Root beer made from scratch was a summer staple in our home from the time we lived on a dairy farm back in the countryside of rural Pennsylvania. It became my job each year to initiate the ritual. First I gathered the supplies: two dozen or so assorted bottles, bottles collected over the years that could be reused time and time again. Most were old soda pop bottles from the days when all bottles were recycled. Even more eclectic were the caps used to seal them. They were also collected over the years and looked like it. What an assortment. Some had wire latches, some were plastic and others were whatever we could find. We even resorted to corks when we were desperate. Then there was the five gallon crock. I’m not sure where the crock came from, but it was older than my family at any rate. A wonderful piece of pottery.

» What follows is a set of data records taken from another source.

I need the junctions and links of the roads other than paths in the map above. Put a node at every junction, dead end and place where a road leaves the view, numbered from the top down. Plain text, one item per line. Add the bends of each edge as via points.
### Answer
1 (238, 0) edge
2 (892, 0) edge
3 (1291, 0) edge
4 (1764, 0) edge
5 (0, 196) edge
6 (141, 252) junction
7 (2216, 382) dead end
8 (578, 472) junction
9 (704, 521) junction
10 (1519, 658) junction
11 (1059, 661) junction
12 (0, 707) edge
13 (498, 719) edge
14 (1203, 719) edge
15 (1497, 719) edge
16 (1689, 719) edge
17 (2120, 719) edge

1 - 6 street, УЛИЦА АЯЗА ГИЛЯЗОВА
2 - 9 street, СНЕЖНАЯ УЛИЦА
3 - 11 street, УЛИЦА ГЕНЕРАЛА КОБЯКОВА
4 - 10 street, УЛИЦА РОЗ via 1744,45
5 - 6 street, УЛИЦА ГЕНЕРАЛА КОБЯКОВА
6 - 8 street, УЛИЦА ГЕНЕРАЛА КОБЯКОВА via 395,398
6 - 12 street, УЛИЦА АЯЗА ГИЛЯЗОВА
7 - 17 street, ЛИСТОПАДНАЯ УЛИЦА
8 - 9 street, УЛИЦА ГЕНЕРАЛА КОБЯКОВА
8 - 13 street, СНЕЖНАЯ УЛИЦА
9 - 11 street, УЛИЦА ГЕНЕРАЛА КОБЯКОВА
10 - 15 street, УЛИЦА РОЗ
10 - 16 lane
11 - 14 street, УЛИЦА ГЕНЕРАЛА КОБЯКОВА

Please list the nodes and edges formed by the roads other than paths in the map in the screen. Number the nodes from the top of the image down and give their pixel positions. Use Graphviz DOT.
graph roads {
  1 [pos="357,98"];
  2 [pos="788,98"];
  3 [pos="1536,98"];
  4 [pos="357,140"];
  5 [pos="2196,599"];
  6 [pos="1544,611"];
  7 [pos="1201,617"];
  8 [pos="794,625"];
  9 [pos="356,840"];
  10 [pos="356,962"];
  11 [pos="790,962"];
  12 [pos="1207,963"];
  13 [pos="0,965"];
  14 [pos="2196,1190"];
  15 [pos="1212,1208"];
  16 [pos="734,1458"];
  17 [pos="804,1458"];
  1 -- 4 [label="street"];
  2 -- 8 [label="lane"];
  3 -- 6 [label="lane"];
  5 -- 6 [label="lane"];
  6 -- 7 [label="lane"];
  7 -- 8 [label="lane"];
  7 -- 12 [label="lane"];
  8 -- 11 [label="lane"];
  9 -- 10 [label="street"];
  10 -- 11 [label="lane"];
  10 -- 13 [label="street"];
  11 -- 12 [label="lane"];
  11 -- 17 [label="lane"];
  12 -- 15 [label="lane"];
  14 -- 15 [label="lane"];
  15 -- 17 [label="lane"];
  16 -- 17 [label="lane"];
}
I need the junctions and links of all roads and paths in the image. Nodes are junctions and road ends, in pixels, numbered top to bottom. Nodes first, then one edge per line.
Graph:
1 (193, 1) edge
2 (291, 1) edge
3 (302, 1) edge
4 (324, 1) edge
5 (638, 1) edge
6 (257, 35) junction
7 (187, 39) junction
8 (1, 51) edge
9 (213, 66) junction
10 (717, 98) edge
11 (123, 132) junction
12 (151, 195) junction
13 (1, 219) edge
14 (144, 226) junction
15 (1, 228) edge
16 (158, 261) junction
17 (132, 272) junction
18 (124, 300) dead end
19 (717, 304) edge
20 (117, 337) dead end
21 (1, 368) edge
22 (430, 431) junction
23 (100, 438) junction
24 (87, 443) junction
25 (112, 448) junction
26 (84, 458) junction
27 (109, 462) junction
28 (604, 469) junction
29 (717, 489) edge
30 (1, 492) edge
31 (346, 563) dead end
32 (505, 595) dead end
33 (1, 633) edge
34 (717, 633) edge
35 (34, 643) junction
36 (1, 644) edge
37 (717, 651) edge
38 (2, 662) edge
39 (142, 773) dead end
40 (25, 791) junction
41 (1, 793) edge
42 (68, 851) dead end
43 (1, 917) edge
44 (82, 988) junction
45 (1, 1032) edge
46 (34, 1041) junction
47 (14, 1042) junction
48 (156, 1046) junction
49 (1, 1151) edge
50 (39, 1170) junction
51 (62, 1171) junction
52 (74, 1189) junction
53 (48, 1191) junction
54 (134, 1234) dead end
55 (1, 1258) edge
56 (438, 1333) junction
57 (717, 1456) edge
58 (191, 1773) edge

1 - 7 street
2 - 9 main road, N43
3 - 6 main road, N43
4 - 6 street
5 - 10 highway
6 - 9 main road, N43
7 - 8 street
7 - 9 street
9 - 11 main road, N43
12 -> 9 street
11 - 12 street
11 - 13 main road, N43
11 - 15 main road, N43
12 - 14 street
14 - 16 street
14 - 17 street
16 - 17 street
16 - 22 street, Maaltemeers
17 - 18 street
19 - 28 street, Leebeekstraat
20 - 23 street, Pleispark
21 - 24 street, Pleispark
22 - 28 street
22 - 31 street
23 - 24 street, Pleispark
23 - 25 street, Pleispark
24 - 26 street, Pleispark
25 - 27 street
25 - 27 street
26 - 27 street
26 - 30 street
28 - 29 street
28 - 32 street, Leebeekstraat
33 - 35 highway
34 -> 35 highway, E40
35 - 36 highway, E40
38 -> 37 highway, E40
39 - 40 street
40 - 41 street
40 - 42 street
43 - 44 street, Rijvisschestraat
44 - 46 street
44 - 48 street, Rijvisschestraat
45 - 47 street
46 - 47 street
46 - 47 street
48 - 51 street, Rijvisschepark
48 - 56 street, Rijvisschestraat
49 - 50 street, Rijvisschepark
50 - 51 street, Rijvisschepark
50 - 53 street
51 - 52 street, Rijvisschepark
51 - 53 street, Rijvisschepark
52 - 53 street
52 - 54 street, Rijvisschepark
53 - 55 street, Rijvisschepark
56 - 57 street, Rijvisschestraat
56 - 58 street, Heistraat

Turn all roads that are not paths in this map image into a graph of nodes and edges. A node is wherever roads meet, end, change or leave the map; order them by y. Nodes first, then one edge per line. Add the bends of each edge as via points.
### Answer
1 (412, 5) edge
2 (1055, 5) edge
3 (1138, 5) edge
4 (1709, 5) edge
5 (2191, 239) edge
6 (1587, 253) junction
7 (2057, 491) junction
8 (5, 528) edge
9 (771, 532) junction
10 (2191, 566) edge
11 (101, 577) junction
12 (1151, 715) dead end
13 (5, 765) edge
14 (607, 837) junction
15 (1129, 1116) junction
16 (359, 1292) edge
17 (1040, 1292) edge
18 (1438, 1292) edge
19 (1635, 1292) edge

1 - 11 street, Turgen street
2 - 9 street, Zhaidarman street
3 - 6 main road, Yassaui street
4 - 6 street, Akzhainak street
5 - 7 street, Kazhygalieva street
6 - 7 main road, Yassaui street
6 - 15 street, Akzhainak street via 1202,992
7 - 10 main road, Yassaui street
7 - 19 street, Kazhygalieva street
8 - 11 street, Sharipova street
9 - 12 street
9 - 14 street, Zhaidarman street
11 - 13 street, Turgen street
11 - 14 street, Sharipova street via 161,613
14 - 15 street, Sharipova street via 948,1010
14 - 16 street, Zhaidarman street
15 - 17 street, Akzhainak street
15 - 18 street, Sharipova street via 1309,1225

Next came the ingredients: Five pounds of sugar, a package of yeast, the small bottle of root beer extract and five gallons of warm water. Pretty simple to make. I loved pouring the sugar into the bottom of the crock and then letting the extract slowly turn the sugar dark brown as I stirred it in. The aroma of sweet, rich root beer filled the room as the crock filled. Then with funnel in hand, I poured the warm brown liquid into the various shapes of bottles. Part of the secret of getting the right amount of carbonation was getting the space between the liquid and the top of the bottle just right. When they were sealed they went to the back room or an attic room to ferment. It usually took about two weeks until they reached the carbonation point and were ready to drink.
The waiting was always hard, and I was sometimes known to break some out before the sacred two weeks were up. Just checking, you know! It was not uncommon to hear an explosion from the room where the root beer was ‘brewing’, as for whatever reason, a bottle would break or a cap give way. What a mess as the sticky liquid leaked or sprayed out over the room.
Drinking the treat was most often saved for when we had company. Cousins would come to visit and we always treated with something to eat. Vanilla ice cream and fresh root beer was one of our favorites. While our parents weren’t looking we would slip the ice cream into the glass of root beer and watch the rich foam rise. If I remember right, it usually looked better than it tasted.
In fact, I don’t think that I will ever stop at any of the places where the homemade root beer is sold out in Lancaster. I would rather be left with the memory of how special it was. After many, many years of the store bought stuff I am afraid I would be disappointed at how flat it would be or how yeasty it would taste, though when I told this story to a group of senior adults they swore that if done right, home made root beer had great fizz to it and you didn’t taste the yeast. They had their own stories of exploding bottles and memories of taste.
When my parent’s household was dismantled about two years ago, I was blessed to become the keeper of the crock that held the root beer. That is the only function the crock had, as I remember. It now stands in my living room holding volleyballs. Maybe it is somewhat of a symbol of the different times of children now and then. I never made homemade root beer with my sons and I doubt they would enjoy it. They chuckle when my nostalgia kicks in and I tell them a ‘when I was a child’ story. That’s okay. Their time will come when they realize the value of all they have lived. A simple memory will someday become a connection and grounding. That’s just the way life is meant to be.
Remembering Your Story
What were the refreshing drinks that you most often drank as a child growing up? What kinds of settings did you usually drink them in?